Mini Sugar-Topped Monkey Breads (Plus Book Giveaway)

Hello friends! It’s been a while hasn’t it? I’m sorry. I had to figure some things out…

Let me explain.

I always thought I kept “blog life” and “real life” pretty separate. That this site was just about food. Then I had a baby – and no one in my family called or wrote or visited. Even my brother who lives across the street. At first I was surprised. Then angry. Then sad. Then all three all over again. My parents called to yell at me. I tried to explain why I was hurt. They told me I was wrong…. And before I knew it, I’d lost my blogging mojo. I didn’t even want to bake anymore.

Turns out, I put more heart and soul into this site than I realized. And when my entire worldview changed in the span of a few months, I didn’t know how to write about food anymore. I couldn’t draw upon the family memories that have so often appeared in posts because I didn’t have a family . Heck, the whole reason I began this blog was to keep in touch with them so… so where did that leave me and this site? It was a puzzle I didn’t have the answer to, so I immersed myself in life as a mom and soaked up as many beautiful baby moments as I could.

Soaking in the sights at the local park. Oh look! There are leaves up there!

Since my last post a lot has happened. My little guy has started to laugh. He thinks our dog Oreo and his Mortimer the Moose are hysterical. He grabs everything and turns the page when we read One Fish Two Fish Red Fish Blue Fish to him. I celebrated my first Mother’s Day, which was awesome thanks to my thoughtful husband and friends who sent warm wishes my way. We made a mile-high devils food cake with brown sugar frosting. The recipe came from Sky High and it was amazing.

Last Thursday I came home late from work and when the baby saw me he was so happy that he couldn’t contain the smiles or the giggles. BEST welcome home EVER.
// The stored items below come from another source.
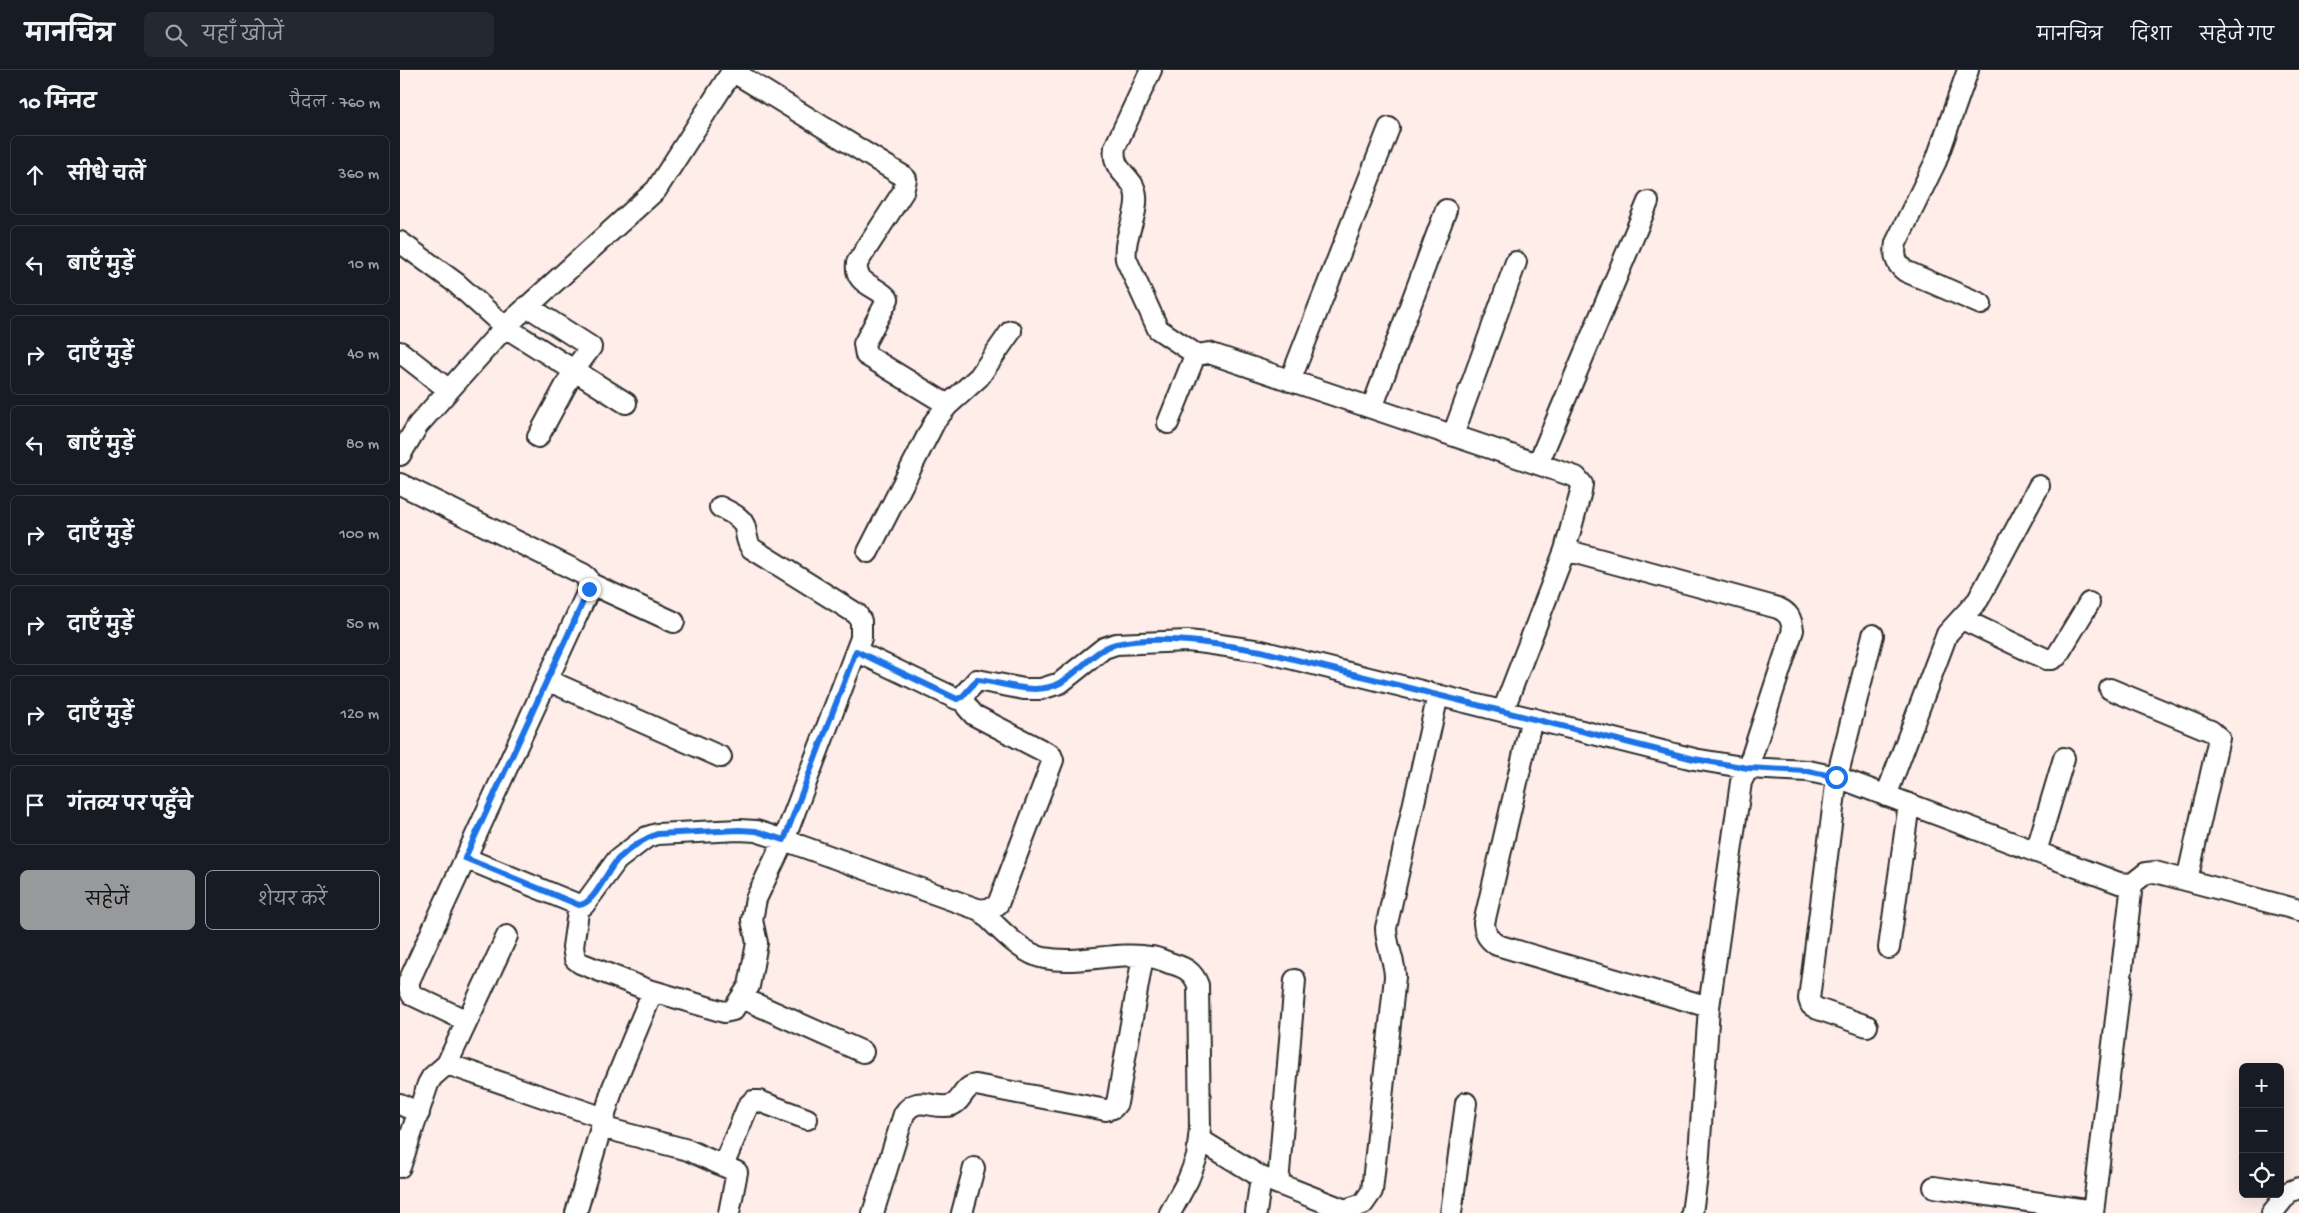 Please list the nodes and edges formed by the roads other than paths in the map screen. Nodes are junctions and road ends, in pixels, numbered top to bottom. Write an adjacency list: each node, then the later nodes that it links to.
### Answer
1 (1150, 70): 14 (street)
2 (1968, 70): 9 (street)
3 (732, 71): 10 (street); 19 (street)
4 (1389, 128): 16 (street)
5 (1648, 202): 25 (street)
6 (1446, 210): 20 (street)
7 (400, 242): 11 (street)
8 (1516, 262): 22 (street)
9 (1981, 304)
10 (527, 306): 11 (street); 15 (street)
11 (505, 327): 15 (street); 17 (street)
12 (1011, 331): 19 (street)
13 (400, 352): 17 (street)
14 (1197, 355): 16 (street); 21 (street)
15 (574, 370): 18 (street); 23 (street)
16 (1290, 381): 20 (street)
17 (449, 390): 24 (street)
18 (626, 403)
19 (948, 405): 30 (street)
20 (1372, 408): 22 (street)
21 (1168, 423)
22 (1453, 436): 25 (street)
23 (538, 437)
24 (400, 455)
25 (1538, 464): 29 (street)
26 (400, 484): 31 (street)
27 (2039, 486): 33 (street)
28 (720, 507): 36 (street)
29 (1565, 550): 41 (street); 45 (street)
30 (868, 552)
31 (589, 583): 34 (street); 37 (street)
32 (2089, 603): 33 (street)
33 (1962, 619): 47 (street)
34 (674, 622)
35 (1873, 634): 46 (street)
36 (856, 651): 40 (street); 49 (street)
37 (547, 680): 43 (street); 51 (street)
38 (2110, 689): 52 (street)
39 (1438, 695): 40 (street); 41 (street); 80 (street)
40 (962, 697): 55 (street)
41 (1503, 711): 42 (street)
42 (1532, 718): 45 (street); 63 (street)
43 (721, 757)
44 (2064, 758): 50 (street)
45 (1748, 768): 46 (street); 63 (street)
46 (1836, 777): 47 (street); 65 (street)
47 (1886, 796): 48 (street)
48 (1909, 804): 50 (street); 58 (street)
49 (784, 840): 54 (street); 55 (street); 62 (street)
50 (2036, 852): 53 (street)
51 (465, 858): 54 (street); 64 (street)
52 (2187, 880): 53 (street); 56 (street)
53 (2132, 884): 81 (street)
54 (579, 905): 61 (street)
55 (980, 910): 59 (street)
56 (2299, 910)
57 (506, 936): 64 (street)
58 (1890, 948)
59 (1143, 956): 73 (street); 84 (street)
60 (1295, 980): 77 (street)
61 (656, 992): 62 (street); 72 (street)
62 (742, 998): 66 (street)
63 (1708, 1008): 89 (street)
64 (467, 1021): 67 (street)
65 (1867, 1026)
66 (863, 1052)
67 (447, 1064): 70 (street); 72 (street)
68 (1466, 1103): 88 (street)
69 (400, 1104): 70 (street)
70 (419, 1113): 75 (street)
71 (807, 1119): 74 (street)
72 (602, 1123): 74 (street); 82 (street)
73 (1199, 1139): 77 (street); 86 (street)
74 (723, 1166): 83 (street)
75 (400, 1168)
76 (974, 1168): 85 (street)
77 (1269, 1180): 80 (street); 87 (street)
78 (1934, 1187): 81 (street)
79 (2299, 1188): 90 (street)
80 (1346, 1212)
81 (2093, 1212)
82 (576, 1213)
83 (728, 1213)
84 (873, 1213)
85 (962, 1213)
86 (1170, 1213)
87 (1256, 1213)
88 (1452, 1213)
89 (1692, 1213)
90 (2272, 1213) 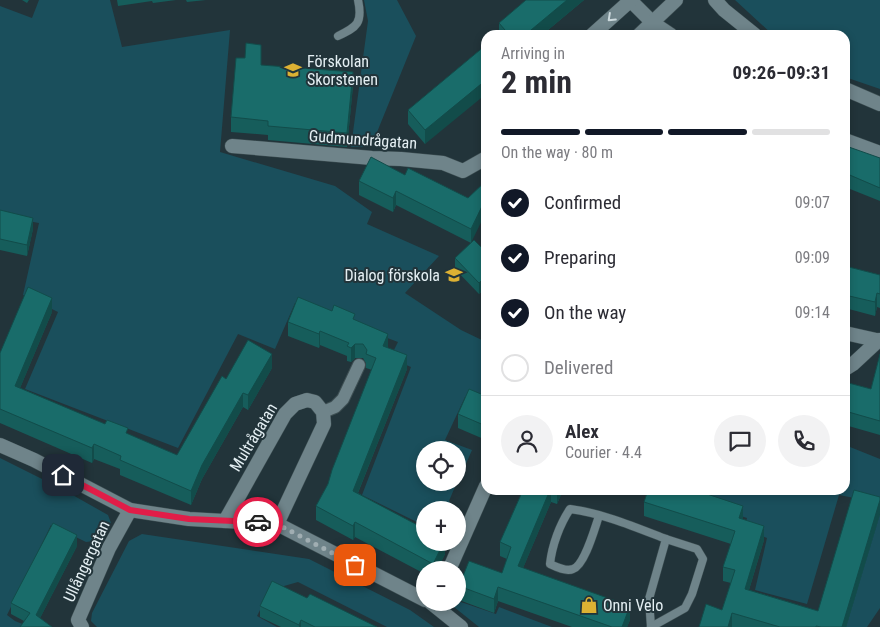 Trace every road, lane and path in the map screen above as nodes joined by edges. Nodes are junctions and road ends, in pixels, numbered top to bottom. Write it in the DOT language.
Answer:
graph roads {
  1 [pos="358,0"];
  2 [pos="630,0"];
  3 [pos="676,0"];
  4 [pos="714,0"];
  5 [pos="653,23"];
  6 [pos="597,30"];
  7 [pos="645,30"];
  8 [pos="664,30"];
  9 [pos="749,30"];
  10 [pos="338,36"];
  11 [pos="850,91"];
  12 [pos="880,104"];
  13 [pos="850,142"];
  14 [pos="232,146"];
  15 [pos="880,153"];
  16 [pos="481,161"];
  17 [pos="850,334"];
  18 [pos="879,341"];
  19 [pos="359,365"];
  20 [pos="850,366"];
  21 [pos="323,412"];
  22 [pos="0,445"];
  23 [pos="482,495"];
  24 [pos="130,510"];
  25 [pos="599,516"];
  26 [pos="225,521"];
  27 [pos="277,524"];
  28 [pos="666,539"];
  29 [pos="453,561"];
  30 [pos="416,594"];
  31 [pos="442,611"];
  32 [pos="82,627"];
  33 [pos="462,627"];
  34 [pos="651,627"];
  1 -- 10 [label="lane"];
  2 -- 5 [label="street"];
  2 -- 6 [label="street, one-way"];
  3 -- 5 [label="street"];
  4 -- 9 [label="street"];
  5 -- 7 [label="street"];
  5 -- 8 [label="street"];
  11 -- 12 [label="street"];
  13 -- 15 [label="street"];
  14 -- 16 [label="street, Gudmundrågatan"];
  17 -- 18 [label="street"];
  18 -- 20 [label="street"];
  19 -- 21 [label="street"];
  21 -- 26 [label="street, Multrågatan"];
  21 -- 27 [label="street"];
  22 -- 24 [label="street"];
  23 -- 29 [label="street"];
  24 -- 26 [label="street"];
  24 -- 32 [label="street, Ullångergatan"];
  25 -- 25 [label="lane"];
  25 -- 28 [label="lane"];
  26 -- 27 [label="street"];
  27 -- 30 [label="street"];
  28 -- 34 [label="lane"];
  28 -- 34 [label="lane"];
  31 -- 33 [label="street"];
} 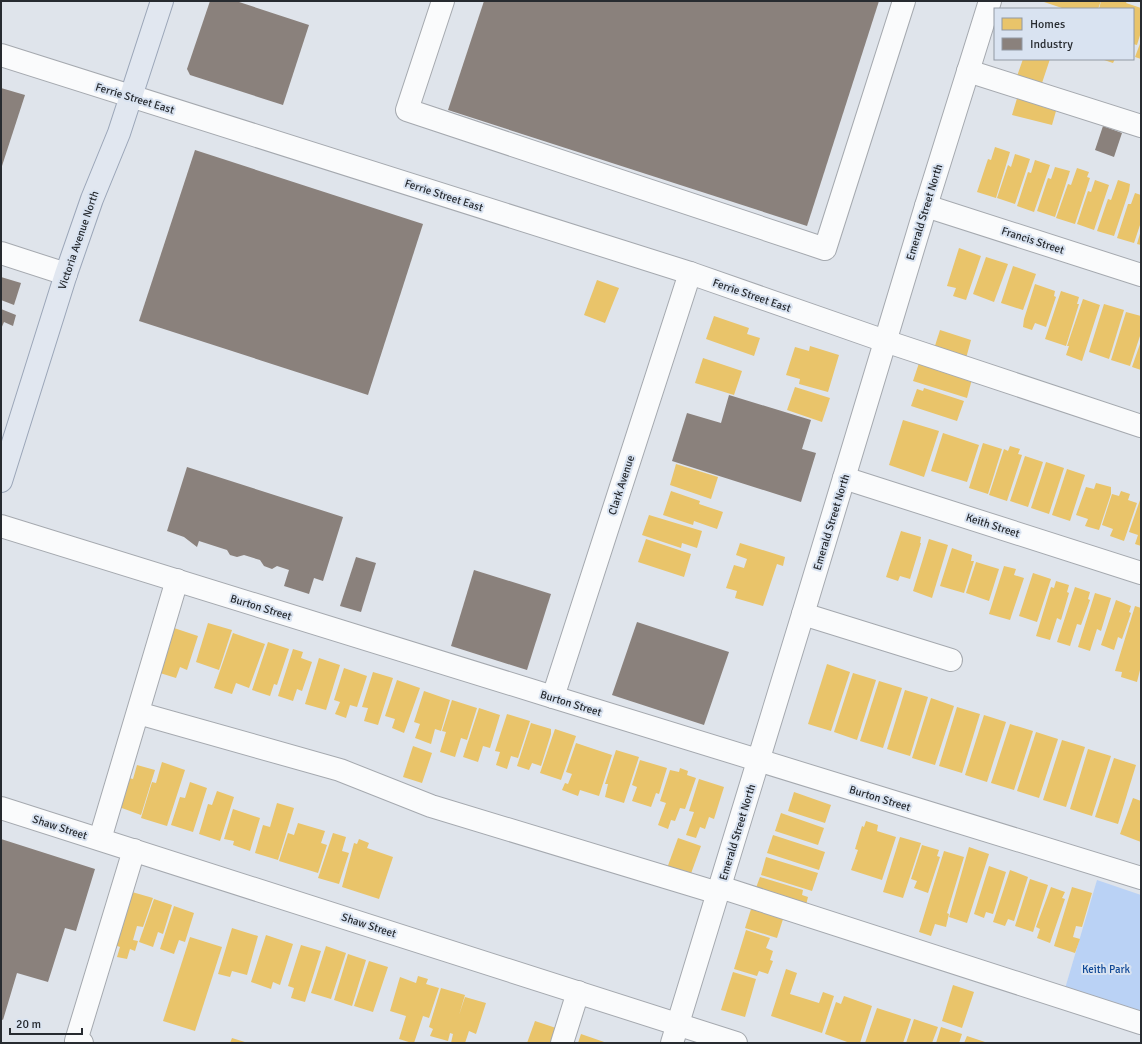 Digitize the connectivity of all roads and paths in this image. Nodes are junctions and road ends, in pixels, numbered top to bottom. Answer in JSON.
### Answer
{"nodes":[{"id":1,"x":162,"y":1,"type":"edge"},
{"id":2,"x":442,"y":1,"type":"edge"},
{"id":3,"x":904,"y":1,"type":"edge"},
{"id":4,"x":990,"y":1,"type":"edge"},
{"id":5,"x":1,"y":55,"type":"edge"},
{"id":6,"x":968,"y":71,"type":"junction"},
{"id":7,"x":131,"y":97,"type":"junction"},
{"id":8,"x":1141,"y":126,"type":"edge"},
{"id":9,"x":926,"y":206,"type":"junction"},
{"id":10,"x":1,"y":253,"type":"edge"},
{"id":11,"x":690,"y":273,"type":"junction"},
{"id":12,"x":66,"y":274,"type":"junction"},
{"id":13,"x":1141,"y":275,"type":"edge"},
{"id":14,"x":885,"y":341,"type":"junction"},
{"id":15,"x":1141,"y":426,"type":"edge"},
{"id":16,"x":844,"y":478,"type":"junction"},
{"id":17,"x":1,"y":481,"type":"edge"},
{"id":18,"x":1,"y":526,"type":"edge"},
{"id":19,"x":1141,"y":573,"type":"edge"},
{"id":20,"x":177,"y":580,"type":"junction"},
{"id":21,"x":803,"y":614,"type":"junction"},
{"id":22,"x":951,"y":660,"type":"dead end"},
{"id":23,"x":553,"y":697,"type":"junction"},
{"id":24,"x":138,"y":713,"type":"junction"},
{"id":25,"x":759,"y":760,"type":"junction"},
{"id":26,"x":1,"y":808,"type":"edge"},
{"id":27,"x":100,"y":839,"type":"junction"},
{"id":28,"x":134,"y":850,"type":"junction"},
{"id":29,"x":1141,"y":878,"type":"edge"},
{"id":30,"x":719,"y":890,"type":"junction"},
{"id":31,"x":578,"y":992,"type":"junction"},
{"id":32,"x":1141,"y":1023,"type":"edge"},
{"id":33,"x":675,"y":1033,"type":"edge"},
{"id":34,"x":82,"y":1043,"type":"edge"},
{"id":35,"x":562,"y":1043,"type":"edge"},
{"id":36,"x":736,"y":1043,"type":"edge"}],
"edges":[{"from":1,"to":7,"type":"main road","name":"Victoria Avenue North"},
{"from":2,"to":3,"type":"street"},
{"from":4,"to":6,"type":"street","name":"Emerald Street North"},
{"from":5,"to":7,"type":"street","name":"Ferrie Street East"},
{"from":6,"to":8,"type":"street"},
{"from":6,"to":9,"type":"street","name":"Emerald Street North"},
{"from":7,"to":11,"type":"street","name":"Ferrie Street East"},
{"from":7,"to":12,"type":"main road","name":"Victoria Avenue North"},
{"from":9,"to":13,"type":"street","name":"Francis Street"},
{"from":9,"to":14,"type":"street","name":"Emerald Street North"},
{"from":10,"to":12,"type":"street"},
{"from":11,"to":14,"type":"street","name":"Ferrie Street East"},
{"from":11,"to":23,"type":"street","name":"Clark Avenue"},
{"from":12,"to":17,"type":"main road","name":"Victoria Avenue North"},
{"from":14,"to":15,"type":"street","name":"Ferrie Street East"},
{"from":14,"to":16,"type":"street","name":"Emerald Street North"},
{"from":16,"to":19,"type":"street","name":"Keith Street"},
{"from":16,"to":21,"type":"street","name":"Emerald Street North"},
{"from":18,"to":20,"type":"street","name":"Burton Street"},
{"from":20,"to":23,"type":"street","name":"Burton Street"},
{"from":20,"to":24,"type":"street"},
{"from":21,"to":22,"type":"street"},
{"from":21,"to":25,"type":"street","name":"Emerald Street North"},
{"from":23,"to":25,"type":"street","name":"Burton Street"},
{"from":24,"to":27,"type":"street"},
{"from":24,"to":30,"type":"street"},
{"from":25,"to":29,"type":"street","name":"Burton Street"},
{"from":25,"to":30,"type":"street","name":"Emerald Street North"},
{"from":26,"to":27,"type":"street","name":"Shaw Street"},
{"from":27,"to":28,"type":"street","name":"Shaw Street"},
{"from":28,"to":31,"type":"street","name":"Shaw Street"},
{"from":28,"to":34,"type":"street"},
{"from":30,"to":32,"type":"street"},
{"from":30,"to":33,"type":"street","name":"Emerald Street North"},
{"from":31,"to":33,"type":"street","name":"Shaw Street"},
{"from":31,"to":35,"type":"street"},
{"from":33,"to":36,"type":"street","name":"Shaw Street"}]}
It’s been four months since I became a mom – almost two months since my last blog post – and little by little I’m getting my mojo back. I delved into my blog archives and made mini sugar-topped monkey bread in muffin tins. It felt good to knead the dough, shape pieces into rolls, then dip them in honey-butter and top them with sugar. You can find the recipe – from September 2006! – in this post about Sugared Monkey Bread. I’ve made many other things from my archives as well – perhaps revisiting old recipes was a form of comfort cooking.

It came as a surprise to me, realizing just how much of myself I share here, with you. Though I have never met most of you I want to thank you for reading – for listening – and for allowing me to pull back for a little while as I figured things out. I’d especially like to thank Jen and Kendra for their thoughtful emails and Renee, for the sweet comment she left today that prompted me to finally explain where I’ve been. :)

Until next time I’d like to share three more things:

1. A video of our little man laughing at his moose. I like to watch this at work when the day gets especially busy. :D

Win this book!

2. Let’s celebrate this post with a book giveaway – what do you say? I’m giving away 1 copy of Sky High: Irresistible Triple-Layer Cakes, which is the book we used to make the scrumptious devil’s food cake mentioned above and is my new *favorite* cake book. To win simply leave a comment on this post and tell me what you’ve been up to these past two months. I’ll randomly select a winner sometime next week. :)

3. A beautiful essay by Anna Quindlen, which a friend shared with me on Mother’s Day. It made me smile. (And also, I confess, brought a tear to my eye – I’m such a sap!)

All My Babies Are Gone Now by Anna Quindlen

All my babies are gone now. I say this not in sorrow, but in disbelief. I take great satisfaction in what I have today: three almost-adults, two taller than I am, one closing in fast. Three people who read the same books I do and have learned not to be afraid of disagreeing with me in their opinion of them, who sometimes tell vulgar jokes that make me laugh until I choke and cry, who need razor blades and shower gel and privacy, who want to keep their doors closed more than I like. Who, miraculously, go to the bathroom, zip up their jackets and move food from plate to mouth all by themselves. Like the trick soap I bought for the bathroom with a rubber ducky at its center, the baby is buried deep within each, barely discernible except through the unreliable haze of the past.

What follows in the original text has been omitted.